Does Your Faith Support Healing from PTSD or Limit It?
Wednesday, November 29 2017 Tia Hollowood
There are several approaches to healing from posttraumatic stress disorder (PTSD), and they may include finding comfort and support from faith communities. Yet, some doctrines do not foster self-care and recovery. If you have a faith community or consider yourself a member of an organized religion, you may develop beliefs that can stand in the way of your healing from PTSD. Here are some observations on faith systems and their impact on PTSD recovery.
Faith Should Support Healing from PTSD
There is a story with many variations that tells of a person who is caught up in a flood. The person rejects the evacuation order, assistance from several helpers with boats, helicopters, and other emergency equipment, each time saying, "No, my Lord will provide."
The person drowns and confronts his or her diety in the afterlife, asking why the diety never saved him or her. God says, "I sent warnings, rescue vehicles, boats and helicopters, all to save you!"
This tale is an example of how faith can be misinterpreted and result in more harm than good.
Growing up, I was part of three distinct religions. However, there was a common thread to all of them. Life was a world of spiritual don'ts. Having begun to experience trauma early in life, my symptoms of dissociation and anxiety created the picture of a child that was inattentive, lazy, and lacking in social skills.
My religious experiences weren't set up to handle my trauma. They all commanded me to honor and worship without question, to understand that as a female I was meant to be subservient. Religion taught me that bad things happen to bad people. Jesus became a figure I could never expect myself to please, a Santa with nothing but coal for my stocking.

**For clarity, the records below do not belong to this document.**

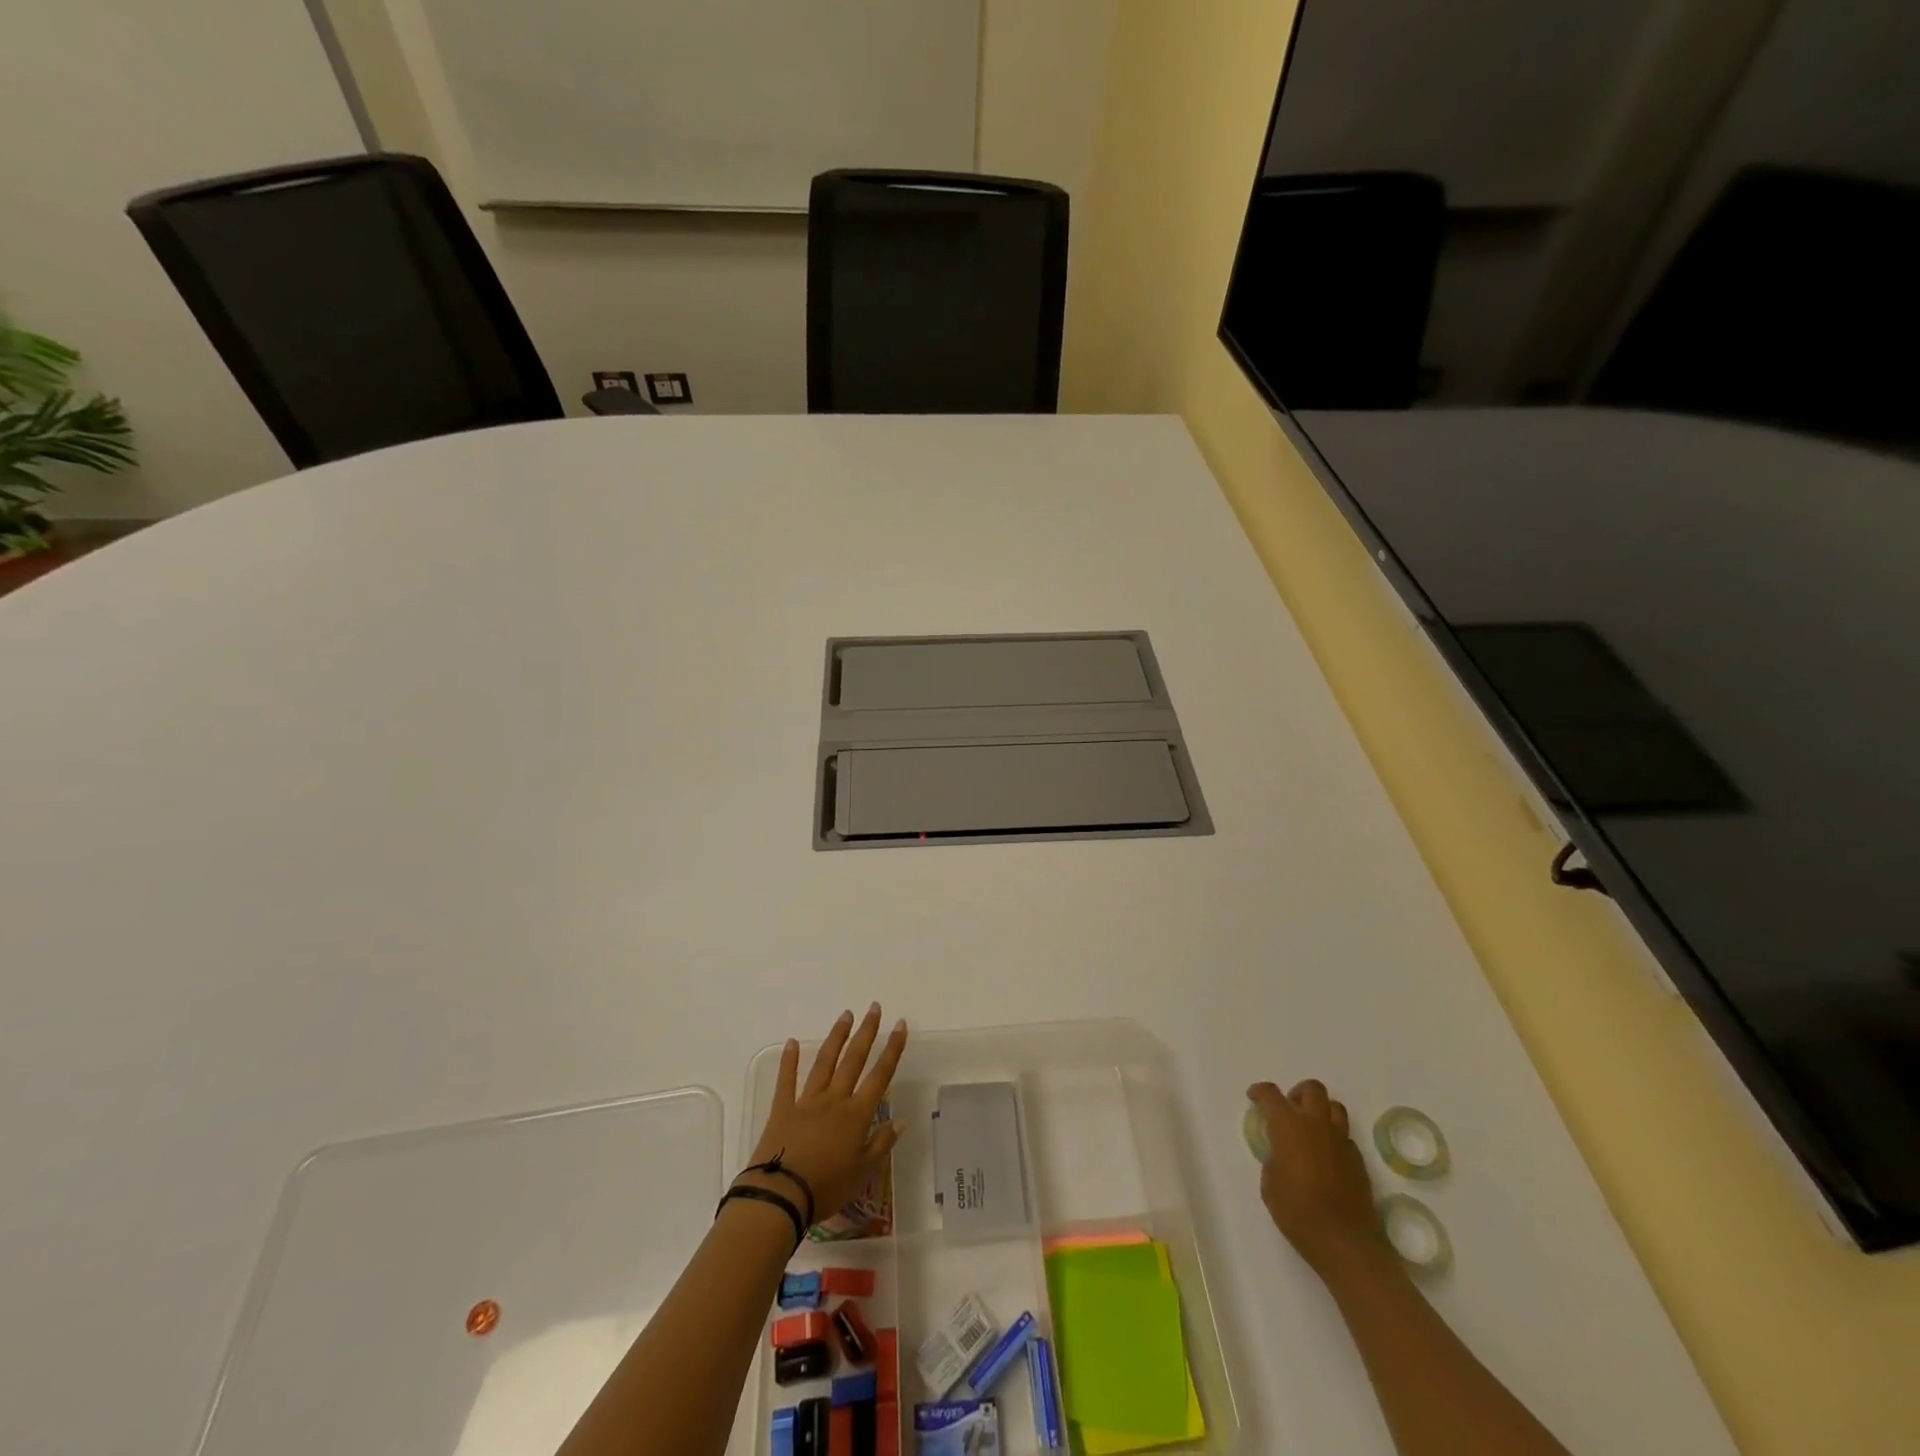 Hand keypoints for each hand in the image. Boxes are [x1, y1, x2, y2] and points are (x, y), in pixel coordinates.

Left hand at [740, 1005, 907, 1221]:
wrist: (780, 1196)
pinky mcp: (782, 1109)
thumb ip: (882, 1144)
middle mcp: (834, 1100)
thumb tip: (901, 1120)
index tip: (900, 1025)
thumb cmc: (826, 1188)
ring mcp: (807, 1101)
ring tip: (846, 1015)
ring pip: (825, 1063)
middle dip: (866, 1032)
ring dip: (836, 1037)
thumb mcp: (862, 1172)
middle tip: (874, 1008)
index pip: (880, 1076)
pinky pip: (786, 1081)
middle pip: (853, 1060)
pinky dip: (789, 1061)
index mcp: (856, 1115)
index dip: (892, 1050)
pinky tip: (791, 1042)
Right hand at [1248, 1079, 1382, 1276]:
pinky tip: (1327, 1159)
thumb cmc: (1297, 1211)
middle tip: (1289, 1111)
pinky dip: (1335, 1140)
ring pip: (1335, 1108)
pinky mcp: (1359, 1161)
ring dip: (1321, 1111)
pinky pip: (1346, 1138)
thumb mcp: (1269, 1183)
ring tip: (1311, 1130)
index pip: (1271, 1094)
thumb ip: (1274, 1158)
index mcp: (1289, 1126)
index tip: (1254, 1098)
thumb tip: (1282, 1154)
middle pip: (1312, 1089)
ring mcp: (1341, 1142)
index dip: (1260, 1092)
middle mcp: (1317, 1125)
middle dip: (1298, 1093)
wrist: (1343, 1242)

Rethinking Faith in Support of PTSD Recovery
While it would have been easy to turn my back on a religion of any kind, I did not. Much like the individual who faced the flood in the earlier story, I had always stuck to specific concepts without thinking them through. Once I began to examine my faith, hope for trauma recovery soared as I cast off the feelings of worthlessness and spiritual failure. Here are the concepts I learned to think about differently:
- God will provide -- This doesn't mean that a solution will instantly appear. It implies there are supports and solutions out there. Don't give up; trust that you will find help if you are persistent.
- Good things happen to good people -- Yes, good things do happen to good people and so do bad things. Struggles are not a mark of your character or worth.
- It's wrong to question your faith -- This is often heard when someone has a question about how to interpret doctrine. You do not need to be a rabbi, priest, or monk to form your understanding of the rules and stories that guide your faith.
- You aren't faithful (praying, tithing, sacrificing, sincere) enough -- Are you doing your very best with what you have, without making other daily needs and tasks suffer? We will always find "more" things to do, but it is essential to learn what is enough and to balance our needs.
Faith is a difficult topic to address. Your faith will present comforts and questions. If you find that your faith is resulting in more negative feelings than helpful ones, it might be time to take another look at how to seek spiritual support that can provide you with the understanding and kindness you deserve as you continue healing from PTSD.